NCDEX Updates

Jeera prices concluded the trading session at Rs 20,430, reflecting a decline of 0.24%. This downturn occurred as traders opted to secure profits following a recent surge, even amidst ongoing apprehensions regarding the constriction of supplies for premium-quality export-grade seeds. Daily arrivals at major trading centres like Unjha and Rajasthan have decreased after the conclusion of the peak harvest season, enabling stockists to enhance their pricing power. Unseasonal rainfall, strong winds, and dust storms in critical producing areas have negatively impacted seed quality by elevating moisture levels, thereby creating a broader price disparity between average-grade and premium export-quality cumin.

Farmers and large stockists have adopted a prudent selling approach, gradually releasing stocks instead of pursuing aggressive sales, thereby constraining the immediate availability of high-quality seeds. Fundamentally, domestic demand remains stable, as processors continue to engage in hand-to-mouth purchasing rather than accumulating substantial inventories. Export demand continues to bolster market sentiment, especially from Europe and North America, where purchasers are actively pursuing residue-compliant, high-quality lots. Anticipations of revitalised purchasing activity from China, coupled with reports of blight disease impacting crop quality in certain regions of Gujarat, have contributed to a foundational level of support.

Production estimates for the current season have been adjusted downward to approximately 90–92 lakh bags, in contrast to 1.10 crore bags from the previous year, indicative of a diminished sowing area and unfavourable weather conditions.

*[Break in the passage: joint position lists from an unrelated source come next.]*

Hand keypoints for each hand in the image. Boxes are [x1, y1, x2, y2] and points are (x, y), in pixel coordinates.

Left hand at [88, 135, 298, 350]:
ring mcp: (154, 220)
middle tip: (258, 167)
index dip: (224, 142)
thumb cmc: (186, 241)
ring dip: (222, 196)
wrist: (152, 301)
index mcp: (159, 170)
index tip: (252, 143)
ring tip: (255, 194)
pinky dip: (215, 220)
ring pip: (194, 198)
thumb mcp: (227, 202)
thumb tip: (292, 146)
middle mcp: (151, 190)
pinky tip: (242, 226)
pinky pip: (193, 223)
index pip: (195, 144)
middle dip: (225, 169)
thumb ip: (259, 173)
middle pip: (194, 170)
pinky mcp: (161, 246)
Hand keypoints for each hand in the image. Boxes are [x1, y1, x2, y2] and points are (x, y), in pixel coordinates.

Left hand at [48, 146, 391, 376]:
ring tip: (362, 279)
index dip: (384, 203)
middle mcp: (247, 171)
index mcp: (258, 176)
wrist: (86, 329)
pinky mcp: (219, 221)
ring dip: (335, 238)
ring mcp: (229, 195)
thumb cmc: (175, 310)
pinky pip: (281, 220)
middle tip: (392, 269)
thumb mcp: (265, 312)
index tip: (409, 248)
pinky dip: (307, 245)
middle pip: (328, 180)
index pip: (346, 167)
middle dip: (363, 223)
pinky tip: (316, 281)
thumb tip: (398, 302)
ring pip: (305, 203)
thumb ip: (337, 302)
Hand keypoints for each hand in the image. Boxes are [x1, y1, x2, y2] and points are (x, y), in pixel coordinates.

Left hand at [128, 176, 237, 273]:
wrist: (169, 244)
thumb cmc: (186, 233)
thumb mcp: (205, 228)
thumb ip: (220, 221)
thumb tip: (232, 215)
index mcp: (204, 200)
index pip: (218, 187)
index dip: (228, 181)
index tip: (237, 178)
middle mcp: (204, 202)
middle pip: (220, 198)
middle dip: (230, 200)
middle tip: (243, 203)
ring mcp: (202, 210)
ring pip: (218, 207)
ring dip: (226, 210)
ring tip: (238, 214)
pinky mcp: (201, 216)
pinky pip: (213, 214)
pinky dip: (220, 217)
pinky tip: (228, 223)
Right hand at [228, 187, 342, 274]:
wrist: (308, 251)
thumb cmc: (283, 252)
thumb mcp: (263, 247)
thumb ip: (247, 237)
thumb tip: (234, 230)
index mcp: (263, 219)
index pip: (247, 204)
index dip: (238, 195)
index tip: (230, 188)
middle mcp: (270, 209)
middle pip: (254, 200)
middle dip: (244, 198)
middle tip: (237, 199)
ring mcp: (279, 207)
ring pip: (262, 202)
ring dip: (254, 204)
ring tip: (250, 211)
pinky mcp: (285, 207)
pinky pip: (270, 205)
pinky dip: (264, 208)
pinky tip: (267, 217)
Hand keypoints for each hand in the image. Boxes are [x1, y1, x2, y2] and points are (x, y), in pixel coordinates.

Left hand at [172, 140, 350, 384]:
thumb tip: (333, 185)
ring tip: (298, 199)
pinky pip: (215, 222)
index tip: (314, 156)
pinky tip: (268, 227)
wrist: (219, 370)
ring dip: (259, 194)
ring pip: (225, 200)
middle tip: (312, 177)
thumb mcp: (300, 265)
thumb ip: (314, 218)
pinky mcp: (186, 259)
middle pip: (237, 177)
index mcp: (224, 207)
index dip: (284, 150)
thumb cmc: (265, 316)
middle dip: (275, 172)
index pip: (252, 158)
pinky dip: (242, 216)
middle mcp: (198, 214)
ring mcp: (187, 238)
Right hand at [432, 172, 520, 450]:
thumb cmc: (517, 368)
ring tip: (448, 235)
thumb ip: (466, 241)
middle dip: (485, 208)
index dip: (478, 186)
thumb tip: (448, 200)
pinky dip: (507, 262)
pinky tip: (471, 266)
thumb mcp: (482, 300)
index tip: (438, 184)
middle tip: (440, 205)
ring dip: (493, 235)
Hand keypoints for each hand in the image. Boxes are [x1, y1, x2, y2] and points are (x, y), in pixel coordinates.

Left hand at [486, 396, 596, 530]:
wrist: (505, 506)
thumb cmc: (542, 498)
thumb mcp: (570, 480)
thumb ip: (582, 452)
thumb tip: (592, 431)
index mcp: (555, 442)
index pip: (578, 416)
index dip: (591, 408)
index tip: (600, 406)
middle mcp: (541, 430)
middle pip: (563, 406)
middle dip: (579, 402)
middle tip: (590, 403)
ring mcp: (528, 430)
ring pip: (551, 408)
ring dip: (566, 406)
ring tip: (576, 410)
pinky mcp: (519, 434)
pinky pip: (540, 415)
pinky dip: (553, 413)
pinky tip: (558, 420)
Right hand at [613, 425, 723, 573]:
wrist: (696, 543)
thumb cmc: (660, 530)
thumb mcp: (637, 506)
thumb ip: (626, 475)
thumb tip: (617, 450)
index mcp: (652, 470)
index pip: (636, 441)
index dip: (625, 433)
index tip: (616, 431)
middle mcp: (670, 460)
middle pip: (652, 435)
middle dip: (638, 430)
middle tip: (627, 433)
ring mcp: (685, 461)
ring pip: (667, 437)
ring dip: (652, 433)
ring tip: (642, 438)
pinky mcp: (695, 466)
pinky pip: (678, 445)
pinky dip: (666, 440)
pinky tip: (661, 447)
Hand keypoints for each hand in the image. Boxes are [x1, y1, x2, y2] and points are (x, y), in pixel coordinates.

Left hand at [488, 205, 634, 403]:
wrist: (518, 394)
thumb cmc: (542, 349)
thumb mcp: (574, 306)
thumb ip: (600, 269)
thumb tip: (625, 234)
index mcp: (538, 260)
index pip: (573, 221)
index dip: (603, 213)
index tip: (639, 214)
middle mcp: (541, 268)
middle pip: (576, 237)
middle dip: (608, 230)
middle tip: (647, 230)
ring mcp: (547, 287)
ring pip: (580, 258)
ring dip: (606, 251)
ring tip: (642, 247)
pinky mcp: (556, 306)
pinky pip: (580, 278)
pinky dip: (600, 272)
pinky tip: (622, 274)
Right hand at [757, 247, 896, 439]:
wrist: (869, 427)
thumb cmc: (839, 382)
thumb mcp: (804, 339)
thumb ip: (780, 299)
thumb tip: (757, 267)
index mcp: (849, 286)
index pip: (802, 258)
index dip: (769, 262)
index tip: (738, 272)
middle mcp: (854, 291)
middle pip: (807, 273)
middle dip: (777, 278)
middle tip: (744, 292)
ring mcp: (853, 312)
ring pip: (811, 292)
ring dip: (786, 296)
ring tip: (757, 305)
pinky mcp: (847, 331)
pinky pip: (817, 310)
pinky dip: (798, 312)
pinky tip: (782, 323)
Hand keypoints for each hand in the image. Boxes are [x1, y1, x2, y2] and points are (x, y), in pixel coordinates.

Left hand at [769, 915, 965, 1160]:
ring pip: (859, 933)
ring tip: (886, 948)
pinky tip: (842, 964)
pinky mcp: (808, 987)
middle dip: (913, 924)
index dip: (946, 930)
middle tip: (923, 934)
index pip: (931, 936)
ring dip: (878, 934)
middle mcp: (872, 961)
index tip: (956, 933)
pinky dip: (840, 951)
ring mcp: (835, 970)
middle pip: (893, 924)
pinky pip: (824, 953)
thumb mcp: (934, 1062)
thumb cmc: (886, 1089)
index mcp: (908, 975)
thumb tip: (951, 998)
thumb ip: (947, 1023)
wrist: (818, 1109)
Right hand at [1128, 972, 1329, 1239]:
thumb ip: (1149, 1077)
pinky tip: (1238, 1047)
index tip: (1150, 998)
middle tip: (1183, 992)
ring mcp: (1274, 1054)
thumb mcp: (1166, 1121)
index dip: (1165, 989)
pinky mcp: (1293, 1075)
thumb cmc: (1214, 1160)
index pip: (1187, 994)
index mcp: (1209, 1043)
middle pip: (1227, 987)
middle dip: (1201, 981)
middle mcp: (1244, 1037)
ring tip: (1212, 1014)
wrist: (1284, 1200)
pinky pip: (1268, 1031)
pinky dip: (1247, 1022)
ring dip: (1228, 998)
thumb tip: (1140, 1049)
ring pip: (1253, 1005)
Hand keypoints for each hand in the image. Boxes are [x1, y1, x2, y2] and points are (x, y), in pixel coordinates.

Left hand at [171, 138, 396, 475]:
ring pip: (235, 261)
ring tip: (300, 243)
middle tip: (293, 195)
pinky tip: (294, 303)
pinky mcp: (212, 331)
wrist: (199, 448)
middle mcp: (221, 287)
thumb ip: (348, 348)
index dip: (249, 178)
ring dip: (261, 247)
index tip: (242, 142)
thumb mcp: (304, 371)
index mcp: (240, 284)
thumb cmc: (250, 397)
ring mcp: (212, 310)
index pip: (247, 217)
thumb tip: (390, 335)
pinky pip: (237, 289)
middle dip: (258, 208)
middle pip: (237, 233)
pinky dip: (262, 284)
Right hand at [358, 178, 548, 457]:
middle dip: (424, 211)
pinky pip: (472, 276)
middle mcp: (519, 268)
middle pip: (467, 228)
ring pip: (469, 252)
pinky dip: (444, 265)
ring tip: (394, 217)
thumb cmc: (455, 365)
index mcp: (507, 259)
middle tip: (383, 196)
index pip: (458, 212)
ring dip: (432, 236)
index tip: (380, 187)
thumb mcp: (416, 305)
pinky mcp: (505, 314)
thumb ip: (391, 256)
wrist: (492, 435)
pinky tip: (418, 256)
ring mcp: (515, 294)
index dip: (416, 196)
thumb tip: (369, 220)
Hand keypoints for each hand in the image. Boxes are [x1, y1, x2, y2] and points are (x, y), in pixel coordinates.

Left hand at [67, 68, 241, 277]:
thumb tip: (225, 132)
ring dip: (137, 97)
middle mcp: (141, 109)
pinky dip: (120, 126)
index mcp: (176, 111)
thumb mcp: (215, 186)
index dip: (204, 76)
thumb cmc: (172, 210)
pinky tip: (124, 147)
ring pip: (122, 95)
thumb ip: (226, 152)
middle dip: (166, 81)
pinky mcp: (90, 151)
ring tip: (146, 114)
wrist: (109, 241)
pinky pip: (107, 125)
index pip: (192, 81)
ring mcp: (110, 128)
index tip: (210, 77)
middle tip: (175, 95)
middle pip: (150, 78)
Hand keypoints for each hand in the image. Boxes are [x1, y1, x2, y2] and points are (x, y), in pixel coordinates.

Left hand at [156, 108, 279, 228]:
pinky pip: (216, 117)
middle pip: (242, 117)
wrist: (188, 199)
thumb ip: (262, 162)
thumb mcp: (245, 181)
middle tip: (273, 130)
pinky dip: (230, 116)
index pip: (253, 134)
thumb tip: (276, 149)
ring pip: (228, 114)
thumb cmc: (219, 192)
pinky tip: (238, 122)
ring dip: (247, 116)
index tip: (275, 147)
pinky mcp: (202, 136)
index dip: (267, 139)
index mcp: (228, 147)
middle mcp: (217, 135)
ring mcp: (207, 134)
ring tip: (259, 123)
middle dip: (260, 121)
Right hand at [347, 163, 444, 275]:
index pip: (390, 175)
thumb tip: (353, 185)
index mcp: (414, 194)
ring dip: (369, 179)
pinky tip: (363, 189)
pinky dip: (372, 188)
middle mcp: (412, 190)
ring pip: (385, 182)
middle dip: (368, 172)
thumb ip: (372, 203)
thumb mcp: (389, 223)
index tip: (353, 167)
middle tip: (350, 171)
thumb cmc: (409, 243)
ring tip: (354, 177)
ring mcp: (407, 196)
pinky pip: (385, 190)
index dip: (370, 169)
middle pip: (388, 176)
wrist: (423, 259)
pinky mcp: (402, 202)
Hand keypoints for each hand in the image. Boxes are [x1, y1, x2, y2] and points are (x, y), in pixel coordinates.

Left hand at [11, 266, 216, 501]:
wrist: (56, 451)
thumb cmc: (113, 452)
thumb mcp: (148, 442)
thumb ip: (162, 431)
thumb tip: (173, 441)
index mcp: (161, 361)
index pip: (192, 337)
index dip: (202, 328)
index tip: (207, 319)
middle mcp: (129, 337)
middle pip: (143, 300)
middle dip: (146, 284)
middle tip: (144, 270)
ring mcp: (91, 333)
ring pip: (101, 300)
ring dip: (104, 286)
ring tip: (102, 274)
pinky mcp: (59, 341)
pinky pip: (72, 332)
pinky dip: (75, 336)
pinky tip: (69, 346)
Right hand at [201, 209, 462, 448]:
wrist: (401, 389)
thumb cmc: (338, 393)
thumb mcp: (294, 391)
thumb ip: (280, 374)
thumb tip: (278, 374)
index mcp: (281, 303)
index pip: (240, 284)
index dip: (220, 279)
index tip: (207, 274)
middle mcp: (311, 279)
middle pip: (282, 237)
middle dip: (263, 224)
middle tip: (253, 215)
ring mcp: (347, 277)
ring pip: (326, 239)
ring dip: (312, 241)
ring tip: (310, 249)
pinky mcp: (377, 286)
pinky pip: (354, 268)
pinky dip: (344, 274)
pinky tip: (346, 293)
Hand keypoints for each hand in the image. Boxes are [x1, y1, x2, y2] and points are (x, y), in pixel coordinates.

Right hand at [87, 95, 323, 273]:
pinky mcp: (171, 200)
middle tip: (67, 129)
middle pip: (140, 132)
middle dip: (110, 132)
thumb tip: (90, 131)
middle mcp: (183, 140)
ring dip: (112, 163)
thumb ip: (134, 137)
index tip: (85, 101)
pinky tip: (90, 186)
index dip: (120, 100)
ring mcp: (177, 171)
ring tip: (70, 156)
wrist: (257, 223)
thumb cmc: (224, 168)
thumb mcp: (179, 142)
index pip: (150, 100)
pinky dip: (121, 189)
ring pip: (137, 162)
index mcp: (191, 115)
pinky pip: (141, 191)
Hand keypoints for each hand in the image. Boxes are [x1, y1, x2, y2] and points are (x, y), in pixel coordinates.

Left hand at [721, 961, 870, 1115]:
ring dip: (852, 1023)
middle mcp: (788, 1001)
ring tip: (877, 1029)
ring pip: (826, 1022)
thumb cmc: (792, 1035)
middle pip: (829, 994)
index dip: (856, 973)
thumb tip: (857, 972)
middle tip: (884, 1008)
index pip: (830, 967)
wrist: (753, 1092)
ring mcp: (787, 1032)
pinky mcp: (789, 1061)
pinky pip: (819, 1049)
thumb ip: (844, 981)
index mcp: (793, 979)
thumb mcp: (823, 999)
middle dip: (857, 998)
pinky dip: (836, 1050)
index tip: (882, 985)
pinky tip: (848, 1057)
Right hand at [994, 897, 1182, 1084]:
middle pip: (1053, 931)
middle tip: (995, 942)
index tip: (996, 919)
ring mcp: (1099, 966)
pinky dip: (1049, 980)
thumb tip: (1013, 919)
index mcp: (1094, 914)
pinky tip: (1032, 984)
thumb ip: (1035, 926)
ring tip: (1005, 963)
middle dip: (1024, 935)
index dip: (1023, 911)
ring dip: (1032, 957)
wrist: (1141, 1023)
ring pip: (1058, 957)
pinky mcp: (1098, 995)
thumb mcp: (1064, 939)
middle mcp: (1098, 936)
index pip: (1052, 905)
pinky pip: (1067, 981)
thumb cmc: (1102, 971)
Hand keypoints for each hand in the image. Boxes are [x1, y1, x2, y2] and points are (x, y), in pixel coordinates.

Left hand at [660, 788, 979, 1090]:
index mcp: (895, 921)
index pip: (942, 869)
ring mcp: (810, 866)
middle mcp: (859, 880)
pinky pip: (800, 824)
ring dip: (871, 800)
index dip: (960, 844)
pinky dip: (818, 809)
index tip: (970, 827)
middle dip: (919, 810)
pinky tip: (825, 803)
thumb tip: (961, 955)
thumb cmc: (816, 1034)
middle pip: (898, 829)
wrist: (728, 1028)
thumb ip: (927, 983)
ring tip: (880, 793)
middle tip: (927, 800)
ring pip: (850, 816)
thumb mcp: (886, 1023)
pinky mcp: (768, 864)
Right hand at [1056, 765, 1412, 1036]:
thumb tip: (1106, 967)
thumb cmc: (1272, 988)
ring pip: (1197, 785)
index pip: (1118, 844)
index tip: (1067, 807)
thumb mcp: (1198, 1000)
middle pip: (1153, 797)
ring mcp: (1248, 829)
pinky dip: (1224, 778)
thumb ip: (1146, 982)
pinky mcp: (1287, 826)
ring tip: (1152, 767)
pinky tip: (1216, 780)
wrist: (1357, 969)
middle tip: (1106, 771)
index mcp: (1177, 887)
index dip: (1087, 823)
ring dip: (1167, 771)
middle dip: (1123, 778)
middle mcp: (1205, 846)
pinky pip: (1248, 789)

Globally, diminished production forecasts from China, attributed to adverse weather conditions, are anticipated to exacerbate the tightening of international supplies. India’s jeera exports fell by 18% year-on-year to 16,254 tonnes in April 2026, primarily attributed to a significant decrease in shipments to the UAE.

However, exports to Morocco, the United States, Mexico, and Brazil exhibited robust growth, partially counterbalancing the diminished demand from conventional markets. From a technical perspective, the market is experiencing long liquidation, as evidenced by a 1.9% decline in open interest alongside a Rs 50 drop in prices. Immediate support is positioned at Rs 20,360, with subsequent support at Rs 20,290, while resistance is identified at Rs 20,520. A sustained move above this level could extend gains towards Rs 20,610.